*** Opening of Raw data ***

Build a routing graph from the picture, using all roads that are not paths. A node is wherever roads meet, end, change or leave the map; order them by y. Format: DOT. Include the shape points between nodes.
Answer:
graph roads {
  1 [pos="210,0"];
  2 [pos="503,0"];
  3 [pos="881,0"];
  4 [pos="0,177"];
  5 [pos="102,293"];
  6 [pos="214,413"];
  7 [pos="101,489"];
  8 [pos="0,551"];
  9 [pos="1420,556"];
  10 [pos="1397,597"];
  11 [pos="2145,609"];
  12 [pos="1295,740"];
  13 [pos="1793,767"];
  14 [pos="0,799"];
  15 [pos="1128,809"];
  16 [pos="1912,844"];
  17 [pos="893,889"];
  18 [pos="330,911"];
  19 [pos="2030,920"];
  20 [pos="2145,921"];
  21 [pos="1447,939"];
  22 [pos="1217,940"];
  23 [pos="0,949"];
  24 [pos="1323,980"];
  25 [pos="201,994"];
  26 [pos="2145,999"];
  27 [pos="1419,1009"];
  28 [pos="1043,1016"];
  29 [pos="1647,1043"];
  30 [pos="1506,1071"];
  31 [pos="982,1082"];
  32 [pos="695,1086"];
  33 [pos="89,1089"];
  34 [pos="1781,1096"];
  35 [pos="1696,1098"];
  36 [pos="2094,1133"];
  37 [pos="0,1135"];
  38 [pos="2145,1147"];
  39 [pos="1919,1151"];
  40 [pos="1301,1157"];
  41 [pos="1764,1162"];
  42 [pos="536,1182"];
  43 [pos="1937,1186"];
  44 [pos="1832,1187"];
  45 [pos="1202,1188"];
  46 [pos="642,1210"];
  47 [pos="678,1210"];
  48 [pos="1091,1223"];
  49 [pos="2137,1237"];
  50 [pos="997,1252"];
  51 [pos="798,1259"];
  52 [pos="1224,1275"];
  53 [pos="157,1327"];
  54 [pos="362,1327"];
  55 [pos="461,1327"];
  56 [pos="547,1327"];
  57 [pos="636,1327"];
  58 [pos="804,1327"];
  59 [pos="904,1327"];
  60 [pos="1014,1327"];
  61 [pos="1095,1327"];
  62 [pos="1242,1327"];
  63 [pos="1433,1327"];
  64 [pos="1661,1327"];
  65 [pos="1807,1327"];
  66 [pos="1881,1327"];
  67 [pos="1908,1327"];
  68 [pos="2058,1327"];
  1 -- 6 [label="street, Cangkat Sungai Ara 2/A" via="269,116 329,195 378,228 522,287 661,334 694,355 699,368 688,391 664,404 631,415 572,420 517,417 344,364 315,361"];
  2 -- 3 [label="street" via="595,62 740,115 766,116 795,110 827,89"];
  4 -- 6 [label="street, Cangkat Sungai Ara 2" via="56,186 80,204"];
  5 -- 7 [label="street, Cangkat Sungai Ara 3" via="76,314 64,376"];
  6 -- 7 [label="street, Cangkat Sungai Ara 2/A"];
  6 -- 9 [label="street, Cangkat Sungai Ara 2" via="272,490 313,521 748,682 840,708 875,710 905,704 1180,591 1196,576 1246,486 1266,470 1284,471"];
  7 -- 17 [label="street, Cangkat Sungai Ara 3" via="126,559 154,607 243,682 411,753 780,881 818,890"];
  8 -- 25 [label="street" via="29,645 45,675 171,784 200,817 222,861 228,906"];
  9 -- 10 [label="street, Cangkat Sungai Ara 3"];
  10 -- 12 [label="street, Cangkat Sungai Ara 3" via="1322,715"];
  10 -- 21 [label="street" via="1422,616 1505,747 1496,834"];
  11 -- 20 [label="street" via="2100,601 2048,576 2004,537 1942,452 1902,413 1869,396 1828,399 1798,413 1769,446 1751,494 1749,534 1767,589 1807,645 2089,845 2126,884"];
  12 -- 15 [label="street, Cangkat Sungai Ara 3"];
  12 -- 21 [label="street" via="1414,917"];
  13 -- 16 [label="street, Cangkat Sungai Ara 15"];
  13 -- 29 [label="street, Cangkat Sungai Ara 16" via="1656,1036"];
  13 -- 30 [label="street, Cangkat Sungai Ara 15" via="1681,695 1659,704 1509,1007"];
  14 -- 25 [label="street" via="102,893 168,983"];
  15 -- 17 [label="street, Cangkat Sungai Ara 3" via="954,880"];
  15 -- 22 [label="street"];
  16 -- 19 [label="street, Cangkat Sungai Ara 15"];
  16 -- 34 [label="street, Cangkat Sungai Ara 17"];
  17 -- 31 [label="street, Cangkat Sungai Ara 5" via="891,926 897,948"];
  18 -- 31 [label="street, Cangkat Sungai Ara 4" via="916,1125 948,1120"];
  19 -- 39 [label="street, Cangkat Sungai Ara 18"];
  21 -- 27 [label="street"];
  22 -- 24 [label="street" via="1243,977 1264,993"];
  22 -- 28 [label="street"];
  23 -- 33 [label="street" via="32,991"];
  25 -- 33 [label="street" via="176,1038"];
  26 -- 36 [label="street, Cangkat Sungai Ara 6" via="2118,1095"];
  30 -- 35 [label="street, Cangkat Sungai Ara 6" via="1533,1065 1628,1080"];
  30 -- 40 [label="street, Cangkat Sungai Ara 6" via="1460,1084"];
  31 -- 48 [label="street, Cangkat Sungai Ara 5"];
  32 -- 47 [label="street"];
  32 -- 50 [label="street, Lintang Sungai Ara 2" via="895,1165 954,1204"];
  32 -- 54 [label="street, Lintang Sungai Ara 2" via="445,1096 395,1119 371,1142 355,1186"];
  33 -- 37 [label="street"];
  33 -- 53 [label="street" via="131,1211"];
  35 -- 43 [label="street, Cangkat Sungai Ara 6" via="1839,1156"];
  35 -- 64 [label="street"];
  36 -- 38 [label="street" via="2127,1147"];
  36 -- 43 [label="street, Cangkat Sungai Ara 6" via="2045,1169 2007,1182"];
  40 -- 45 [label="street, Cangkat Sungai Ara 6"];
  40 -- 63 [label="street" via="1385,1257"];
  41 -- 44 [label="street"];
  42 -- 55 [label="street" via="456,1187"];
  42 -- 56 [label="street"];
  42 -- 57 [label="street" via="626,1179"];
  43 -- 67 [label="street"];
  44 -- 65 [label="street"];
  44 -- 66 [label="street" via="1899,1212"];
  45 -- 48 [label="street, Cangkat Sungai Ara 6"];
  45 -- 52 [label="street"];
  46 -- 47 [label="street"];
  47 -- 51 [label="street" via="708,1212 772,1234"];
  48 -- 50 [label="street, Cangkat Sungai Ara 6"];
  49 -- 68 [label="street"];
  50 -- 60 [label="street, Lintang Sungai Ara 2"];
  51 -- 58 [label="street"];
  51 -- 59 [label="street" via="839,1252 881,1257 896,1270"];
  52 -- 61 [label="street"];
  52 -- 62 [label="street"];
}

*** Close of Raw data ***

What is being asked – Each line that contains the string "graph" should be copied from the data above.

Solution below –
Build a routing graph from the picture, using all roads that are not paths. A node is wherever roads meet, end, change or leave the map; order them by y. Format: DOT. Include the shape points between nodes.
graph roads {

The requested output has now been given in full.